Feature

If finishing your dissertation in graduate school seemed insurmountable, just look at what four high school students have accomplished. Each won an APA-sponsored prize at the Intel International Science and Engineering Fair (ISEF), held in San Jose, Calif., May 6-12. Science Service, the nonprofit organization that also organizes the better-known Intel Science Talent Search, runs the fair.

"This is the crème de la crème of high school science fairs," says Alice F. Chang, PhD, who has been heading APA's team of contest judges since 1996. "Twenty years ago, graduate students were doing the kind of work that these high school students are doing. The students keep you challenged and on your toes."

More than 1,200 students from the United States and abroad compete in ISEF, which bills itself as "the Olympics, the World Series and the World Cup of science competition."

The top winners

Shari Melissa Morris, 18, of Plainview, N.Y., who did independent research for three years on the psychosocial impact of breast cancer on women and their families, garnered first prize and $1,000.

"Breast cancer is a huge issue on Long Island, where I live," says Morris. Working with her mentor Elinor Schoenfeld, PhD, of the epidemiology department at State University of New York-Stony Brook, she created an online survey that was completed by 1,462 women with breast cancer. After tabulating the results, she found that a top concern among all women was their own mortality. Second most important to older women was "adaptation to surgery," while younger women were more worried about their families' well-being.

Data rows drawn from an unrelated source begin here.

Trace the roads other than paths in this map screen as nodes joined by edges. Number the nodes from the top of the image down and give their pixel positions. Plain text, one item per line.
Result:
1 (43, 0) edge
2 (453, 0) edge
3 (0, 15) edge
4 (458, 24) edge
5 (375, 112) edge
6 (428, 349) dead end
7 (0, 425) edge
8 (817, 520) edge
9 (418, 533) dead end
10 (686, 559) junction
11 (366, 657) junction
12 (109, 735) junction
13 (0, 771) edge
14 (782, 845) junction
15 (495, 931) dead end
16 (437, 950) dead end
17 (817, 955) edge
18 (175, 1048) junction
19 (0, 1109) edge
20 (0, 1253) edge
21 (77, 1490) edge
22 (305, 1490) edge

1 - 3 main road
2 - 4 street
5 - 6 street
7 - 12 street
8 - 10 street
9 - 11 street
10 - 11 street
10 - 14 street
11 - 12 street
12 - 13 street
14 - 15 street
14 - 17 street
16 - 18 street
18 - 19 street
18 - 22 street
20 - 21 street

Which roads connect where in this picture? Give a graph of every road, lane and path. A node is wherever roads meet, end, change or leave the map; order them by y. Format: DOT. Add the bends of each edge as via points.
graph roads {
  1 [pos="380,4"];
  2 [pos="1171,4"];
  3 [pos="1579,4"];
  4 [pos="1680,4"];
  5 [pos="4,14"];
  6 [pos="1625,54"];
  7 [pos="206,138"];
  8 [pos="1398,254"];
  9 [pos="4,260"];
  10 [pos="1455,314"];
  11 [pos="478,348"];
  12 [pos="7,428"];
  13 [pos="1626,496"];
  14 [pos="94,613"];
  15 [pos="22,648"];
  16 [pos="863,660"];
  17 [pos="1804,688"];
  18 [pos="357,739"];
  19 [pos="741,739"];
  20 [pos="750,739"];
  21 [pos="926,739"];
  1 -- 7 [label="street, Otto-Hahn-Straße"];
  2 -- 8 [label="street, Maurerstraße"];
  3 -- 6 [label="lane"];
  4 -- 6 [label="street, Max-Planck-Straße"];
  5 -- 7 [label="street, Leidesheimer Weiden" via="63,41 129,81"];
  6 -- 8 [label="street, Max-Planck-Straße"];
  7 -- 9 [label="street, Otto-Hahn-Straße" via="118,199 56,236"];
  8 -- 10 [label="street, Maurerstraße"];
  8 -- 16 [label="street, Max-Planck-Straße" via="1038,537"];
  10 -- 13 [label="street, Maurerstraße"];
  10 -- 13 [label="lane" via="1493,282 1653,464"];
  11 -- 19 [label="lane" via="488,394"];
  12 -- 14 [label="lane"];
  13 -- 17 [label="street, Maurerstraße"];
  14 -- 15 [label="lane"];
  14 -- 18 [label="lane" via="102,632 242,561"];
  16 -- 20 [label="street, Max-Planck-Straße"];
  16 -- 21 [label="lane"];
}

In addition, "older women really wanted to just get through it and move on," whereas "young women were more worried about how it will look," she says.

Morris is now a freshman at New York University, where she plans to study psychology.

Second place and $500 went to friends Humberto Frausto Jr., 18, and Jose Gerardo Contreras Jr., 18, of Laredo, Texas, who studied the effects of ginkgo biloba on learning and behavior in older rats. Each has lost a grandparent to Alzheimer's disease.

Contreras worked on a research paper on Alzheimer's disease, Frausto explains, in which he found that ginkgo biloba might be a memory enhancer.

Their interest piqued, the two embarked on the project with rats. "My mom would have a fit, bringing 12 rats to the house," Frausto says.

Rats that had ingested higher doses of ginkgo biloba showed greater activity levels and, on average, traveled more quickly through a maze than those rats who had received either half as much or no ginkgo biloba.

Contreras is a freshman at University of Texas-Austin this fall. Frausto plans to start at University of Texas-San Antonio in the spring.

Renata Ann Bankowski, 17, of Redford, Mich., earned third prize and $250 for her project exploring whether bilinguals had better cognitive skills than their monolingual peers. Bankowski's interest in the topic stemmed from her own history: She became bilingual in kindergarten when she learned English after speaking Polish for her first five years. Her father always told her the reason she excelled in English and Spanish classes was because she grew up bilingual. She wanted to see for herself.

In her study of 50 girls, half of them bilingual, Bankowski looked at meta-linguistic ability, basic verbal memorization, foreign language acquisition and field dependence. On average, bilinguals scored 8.6 percent higher than monolinguals. They particularly shined in their average rate of memorization, which was 56.9 percent higher than monolinguals.

Bankowski is a senior at Mercy High School in Farmington Hills, Mich.

Honorable mentions

Nine other students won honorable mentions for their psychology-related studies:

  • Frank Gerald Aguilar, 16, Lane Technical High School, Chicago, on "Enhanced infrared navigation for the blind."

  • Erika Amanda Hess, 18, Harlingen High School, Harlingen, Texas, on "Zinc related to memory in mice."

  • Megan Marjorie Hicks, 16, and Rachel Renae Hicks, 16, Champlin Park High School, Champlin, Minn., "Twin telepathy, it takes two: phase II."

  • Christina Marie Matthews, 14, South River High School, Edgewater, Md., "Effect of color on peripheral vision."

  • Lacey Ann Millet, 18, Lutcher High School, Lutcher, La., on "Mighty Mouse: effects of exercise on memory retention."

  • Eynav Nahoum, 18, Leo Baeck High School, Haifa, Israel, on "An intervention program to decrease aggressive behavior in preschool children."

  • Guillermo Enrique Teran, 14, Colegio Pablo Apostol, Yerba Buena, Tucuman, Argentina, on "Cognition: is it possible in fish?"

  • Korri Ayn Thiessen, 15, Oregon Episcopal School, Portland, Ore., "Stress and age on APE neuro-protein correlated base excision DNA repair."

Each winner received a certificate from APA, a packet of information on APA initiatives, an APA pin and a congratulatory letter signed by Cynthia Belar, PhD, executive director of the Education Directorate.

The panel of APA judges looked at 110 of the more than 1,000 projects. Most were in the behavioral science category, but about 25 projects were also judged in the categories of health medicine, gerontology, computer science and environmental science.

Other ISEF categories include biochemistry, botany, earth and space sciences, engineering, mathematics, microbiology, physics and zoology.